Article

Aoife Mc Ilraith
Aoife Mc Ilraith 3 November 2017

Capitalising on Unexpected Change to Reach New Audiences

It’s rare for a political event to have such an impact that businesses are forced to reassess their outlook. Nonetheless, when this occurs, it’s important to capitalise on the opportunities such events unexpectedly present.

The UK’s decision to leave the European Union has left many businesses in a state of limbo, particularly when it comes to defining their target audiences. But whilst there is uncertainty, there is also now an opportunity for UK-based businesses to adopt a global outlook, and look further afield for customers never previously considered.

There are huge rewards to be gained for businesses that look for opportunities in Brexit’s impact. However, moving into a new market can be a daunting prospect. It takes careful planning to make the move a success. Although no one market entry strategy works for all, outlined below are five foundational steps organisations should consider before entering a new market:

  1. Build your customer profile

The more you know about your new market’s audience, the more effective your strategy. Your first step, therefore, is to determine the preferences, demographics and geographic location of your target audience. If you are targeting the same demographic group as in other markets, you’ll already have a detailed customer profile as a basis. However, language and culture will impact this profile. You will need to develop a new target profile based on the market’s cultural differences, and this requires research. Dedicating the time and resources to fully understand your new buyer may seem like a big investment at the start, but skipping this critical research will cost you time and budget later.

  1. Analyse market trends

It may sound obvious, but gaining a comprehensive, timely understanding of the new market’s movements is a step often missed by over-eager businesses. Knowing your local market does not equate to understanding a new market. You’ll need insight into local consumer habits, local industry trends, local competitors and the media and advertising landscape, both digital and offline. This will reveal potential barriers to entry and success and any political or economic influences your business needs to be aware of, driving awareness and insights that will prove hugely beneficial in step three.

  1. Make your decision

With the local customer profile built and the new market fully analysed, it’s decision time. Do you see a genuine opportunity for your business’s goods or services here? Does this move make financial sense? Use both your new research and gut instinct to inform your conclusion. If this market isn’t right, identify a new one and move back to step one.

  1. Devise a strategy

To be successful, your market entry strategy must address several key questions:

  • How do you plan to reach the target audience?
  • How are you going to promote your products or services?
  • Is language a factor? If so, have you identified a language services provider (LSP) to work with?
  • Is a pilot project needed?
  • What are your KPIs?
  • Does your budget address all of the above?
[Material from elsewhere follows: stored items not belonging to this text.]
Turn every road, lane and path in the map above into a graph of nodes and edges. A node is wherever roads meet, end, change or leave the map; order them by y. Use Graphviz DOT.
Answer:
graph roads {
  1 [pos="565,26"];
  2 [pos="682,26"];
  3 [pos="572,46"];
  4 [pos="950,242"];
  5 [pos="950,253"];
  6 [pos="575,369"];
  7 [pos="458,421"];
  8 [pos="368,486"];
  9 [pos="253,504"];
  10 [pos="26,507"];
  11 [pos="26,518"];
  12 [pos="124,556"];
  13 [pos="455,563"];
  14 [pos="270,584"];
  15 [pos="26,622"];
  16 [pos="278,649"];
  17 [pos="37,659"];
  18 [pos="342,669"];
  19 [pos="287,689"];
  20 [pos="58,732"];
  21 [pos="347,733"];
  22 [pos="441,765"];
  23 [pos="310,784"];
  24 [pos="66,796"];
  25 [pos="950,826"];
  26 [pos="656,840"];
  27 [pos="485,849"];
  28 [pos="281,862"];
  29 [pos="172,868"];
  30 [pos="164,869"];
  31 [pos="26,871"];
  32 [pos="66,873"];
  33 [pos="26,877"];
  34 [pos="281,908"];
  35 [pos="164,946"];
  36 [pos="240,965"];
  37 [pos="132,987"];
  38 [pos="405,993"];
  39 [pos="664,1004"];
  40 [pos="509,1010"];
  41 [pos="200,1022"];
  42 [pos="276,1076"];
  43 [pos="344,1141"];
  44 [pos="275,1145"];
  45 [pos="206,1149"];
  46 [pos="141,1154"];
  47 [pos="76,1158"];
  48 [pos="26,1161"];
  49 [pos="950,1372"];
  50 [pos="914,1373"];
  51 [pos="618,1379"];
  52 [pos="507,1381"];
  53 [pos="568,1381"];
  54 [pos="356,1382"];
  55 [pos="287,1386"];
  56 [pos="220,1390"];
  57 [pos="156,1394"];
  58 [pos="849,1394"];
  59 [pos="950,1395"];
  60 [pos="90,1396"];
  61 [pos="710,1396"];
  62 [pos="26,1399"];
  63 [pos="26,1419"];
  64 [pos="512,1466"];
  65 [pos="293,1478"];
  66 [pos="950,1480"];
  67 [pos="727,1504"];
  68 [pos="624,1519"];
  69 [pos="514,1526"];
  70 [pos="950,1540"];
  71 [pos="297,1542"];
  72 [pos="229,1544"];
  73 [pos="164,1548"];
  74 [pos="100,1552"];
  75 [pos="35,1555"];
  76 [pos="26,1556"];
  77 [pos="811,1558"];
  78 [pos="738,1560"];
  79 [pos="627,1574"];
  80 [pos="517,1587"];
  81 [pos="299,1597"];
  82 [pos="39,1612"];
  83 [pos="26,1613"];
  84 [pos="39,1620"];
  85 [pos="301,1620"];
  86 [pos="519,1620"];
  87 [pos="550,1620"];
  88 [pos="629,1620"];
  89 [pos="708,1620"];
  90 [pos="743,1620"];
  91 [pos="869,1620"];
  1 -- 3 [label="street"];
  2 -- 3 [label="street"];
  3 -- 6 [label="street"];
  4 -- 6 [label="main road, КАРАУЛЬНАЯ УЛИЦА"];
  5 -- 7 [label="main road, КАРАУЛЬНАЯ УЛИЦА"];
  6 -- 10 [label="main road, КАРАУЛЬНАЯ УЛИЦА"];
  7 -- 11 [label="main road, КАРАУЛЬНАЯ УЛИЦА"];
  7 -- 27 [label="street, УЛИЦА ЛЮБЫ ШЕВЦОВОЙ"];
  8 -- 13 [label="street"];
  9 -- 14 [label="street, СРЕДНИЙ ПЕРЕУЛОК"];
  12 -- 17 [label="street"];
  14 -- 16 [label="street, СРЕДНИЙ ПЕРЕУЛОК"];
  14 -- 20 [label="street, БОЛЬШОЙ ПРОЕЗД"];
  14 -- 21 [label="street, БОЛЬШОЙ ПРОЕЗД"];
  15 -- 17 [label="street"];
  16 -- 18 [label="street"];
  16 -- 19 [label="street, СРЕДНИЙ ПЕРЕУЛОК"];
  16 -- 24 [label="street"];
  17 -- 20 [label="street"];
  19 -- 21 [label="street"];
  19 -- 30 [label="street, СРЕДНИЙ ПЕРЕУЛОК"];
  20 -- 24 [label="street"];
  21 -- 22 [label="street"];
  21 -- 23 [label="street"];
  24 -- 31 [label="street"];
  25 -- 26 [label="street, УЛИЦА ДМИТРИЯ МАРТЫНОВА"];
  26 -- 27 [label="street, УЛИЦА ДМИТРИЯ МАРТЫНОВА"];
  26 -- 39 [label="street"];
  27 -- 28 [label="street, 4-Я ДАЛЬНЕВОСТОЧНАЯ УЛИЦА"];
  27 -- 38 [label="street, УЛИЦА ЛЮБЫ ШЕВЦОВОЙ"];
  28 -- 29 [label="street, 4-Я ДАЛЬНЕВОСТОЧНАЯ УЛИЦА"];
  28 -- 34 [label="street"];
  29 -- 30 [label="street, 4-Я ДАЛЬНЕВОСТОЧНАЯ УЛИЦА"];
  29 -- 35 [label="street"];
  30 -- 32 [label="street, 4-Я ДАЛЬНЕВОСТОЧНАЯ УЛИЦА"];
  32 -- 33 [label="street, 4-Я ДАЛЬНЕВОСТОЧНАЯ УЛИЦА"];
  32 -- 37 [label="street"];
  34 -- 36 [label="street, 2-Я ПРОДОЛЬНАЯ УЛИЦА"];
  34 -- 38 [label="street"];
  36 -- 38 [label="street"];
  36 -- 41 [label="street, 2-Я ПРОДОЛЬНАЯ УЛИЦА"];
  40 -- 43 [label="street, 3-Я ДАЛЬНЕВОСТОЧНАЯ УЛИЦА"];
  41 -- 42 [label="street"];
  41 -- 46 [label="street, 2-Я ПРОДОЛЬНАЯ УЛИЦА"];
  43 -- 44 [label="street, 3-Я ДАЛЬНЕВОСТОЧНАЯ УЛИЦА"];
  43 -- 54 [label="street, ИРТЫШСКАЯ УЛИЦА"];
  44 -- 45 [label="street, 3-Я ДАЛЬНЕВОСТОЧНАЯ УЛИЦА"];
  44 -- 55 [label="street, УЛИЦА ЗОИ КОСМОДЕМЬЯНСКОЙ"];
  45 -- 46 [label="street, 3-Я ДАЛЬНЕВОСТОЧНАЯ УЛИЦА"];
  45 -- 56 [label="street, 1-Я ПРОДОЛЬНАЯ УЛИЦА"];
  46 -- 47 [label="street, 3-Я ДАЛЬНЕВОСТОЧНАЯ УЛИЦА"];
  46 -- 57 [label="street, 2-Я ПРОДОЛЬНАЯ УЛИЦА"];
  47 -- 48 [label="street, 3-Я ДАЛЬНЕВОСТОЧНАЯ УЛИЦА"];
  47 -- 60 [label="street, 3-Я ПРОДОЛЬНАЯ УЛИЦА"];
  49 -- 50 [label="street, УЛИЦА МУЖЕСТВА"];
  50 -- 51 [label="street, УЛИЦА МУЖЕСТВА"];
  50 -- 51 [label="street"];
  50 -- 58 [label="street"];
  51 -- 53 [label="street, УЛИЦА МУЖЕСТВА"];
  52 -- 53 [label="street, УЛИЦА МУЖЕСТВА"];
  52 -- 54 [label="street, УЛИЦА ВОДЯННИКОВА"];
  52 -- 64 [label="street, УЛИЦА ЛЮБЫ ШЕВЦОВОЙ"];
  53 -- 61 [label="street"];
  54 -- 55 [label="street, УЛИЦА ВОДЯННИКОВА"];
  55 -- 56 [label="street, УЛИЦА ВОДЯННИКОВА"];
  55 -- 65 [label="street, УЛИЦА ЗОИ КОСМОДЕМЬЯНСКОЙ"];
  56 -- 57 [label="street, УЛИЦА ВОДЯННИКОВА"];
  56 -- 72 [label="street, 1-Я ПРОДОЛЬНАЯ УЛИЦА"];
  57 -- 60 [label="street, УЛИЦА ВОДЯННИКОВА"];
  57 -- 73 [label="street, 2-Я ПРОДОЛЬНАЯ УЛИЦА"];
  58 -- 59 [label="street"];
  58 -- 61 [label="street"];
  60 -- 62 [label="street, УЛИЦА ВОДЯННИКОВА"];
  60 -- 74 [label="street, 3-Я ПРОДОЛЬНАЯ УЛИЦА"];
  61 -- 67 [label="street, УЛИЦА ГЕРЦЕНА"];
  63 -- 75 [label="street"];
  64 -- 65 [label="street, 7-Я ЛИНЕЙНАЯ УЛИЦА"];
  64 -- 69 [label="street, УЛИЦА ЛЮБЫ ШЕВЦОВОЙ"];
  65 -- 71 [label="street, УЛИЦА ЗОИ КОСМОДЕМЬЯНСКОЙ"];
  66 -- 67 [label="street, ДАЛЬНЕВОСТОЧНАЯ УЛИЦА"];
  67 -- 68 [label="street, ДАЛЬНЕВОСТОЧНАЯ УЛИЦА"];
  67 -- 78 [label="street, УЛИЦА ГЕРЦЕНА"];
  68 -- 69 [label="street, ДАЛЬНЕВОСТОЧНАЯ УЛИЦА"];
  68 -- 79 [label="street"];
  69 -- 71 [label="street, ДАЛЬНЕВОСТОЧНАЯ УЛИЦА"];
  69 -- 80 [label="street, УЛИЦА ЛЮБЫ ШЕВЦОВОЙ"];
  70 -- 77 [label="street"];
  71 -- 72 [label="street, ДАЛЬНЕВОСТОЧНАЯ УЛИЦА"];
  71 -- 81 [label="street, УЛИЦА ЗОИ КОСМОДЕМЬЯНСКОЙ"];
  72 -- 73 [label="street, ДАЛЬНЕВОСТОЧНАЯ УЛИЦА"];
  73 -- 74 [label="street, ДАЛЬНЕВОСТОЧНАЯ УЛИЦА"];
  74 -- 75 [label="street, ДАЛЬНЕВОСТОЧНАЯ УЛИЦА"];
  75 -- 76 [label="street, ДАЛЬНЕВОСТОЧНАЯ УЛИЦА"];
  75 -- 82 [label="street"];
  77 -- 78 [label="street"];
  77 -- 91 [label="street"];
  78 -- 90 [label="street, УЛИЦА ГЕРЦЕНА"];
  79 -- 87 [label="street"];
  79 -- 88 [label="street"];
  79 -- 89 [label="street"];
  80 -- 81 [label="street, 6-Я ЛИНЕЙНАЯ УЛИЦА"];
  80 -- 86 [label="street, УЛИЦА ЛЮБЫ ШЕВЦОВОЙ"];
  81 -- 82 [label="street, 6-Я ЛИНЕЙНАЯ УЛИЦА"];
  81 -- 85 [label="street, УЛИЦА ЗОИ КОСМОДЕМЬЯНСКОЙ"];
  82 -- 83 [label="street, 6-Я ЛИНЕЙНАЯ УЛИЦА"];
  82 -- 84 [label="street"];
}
Launching into a new market, especially when a new language is required, takes effort and budget. No matter its specifics, the strategy must align with the overall goals of your business and its attitude to risk. If you expect positive business impact, the rewards can be great.

  1. Build a team

In any successful venture, the people are paramount. Without the right staff in place to implement your strategy, your brand can’t effectively communicate with its new audience. Your go-to-market team should consist of:

  • A project manager, responsible for managing deadlines and ensuring timely, budget-friendly delivery.
  • Content creators, not only proficient in your brand’s source language but native to the new market’s language and culture and aware of the nuances of brand building in this space.
  • An SEO team that can address technical requirements for adding multilingual content to your site, conduct local keyword research, optimise sites for local search and provide guidance on campaign topics.
  • A global webmaster who understands how to build and integrate new localisation-friendly website templates and how to work with localisation publishing processes.
  • In-market marketers with understanding of the local language and the tactics required to optimise and tailor campaigns.

For some businesses, additional internal requirements are just not feasible. If this is the case, companies must outsource the required services through an LSP.

Succeeding in new markets is key to international growth, and, amidst changing and competitive circumstances, the stakes are high. Following these steps will ensure your business is ready to take that leap of faith.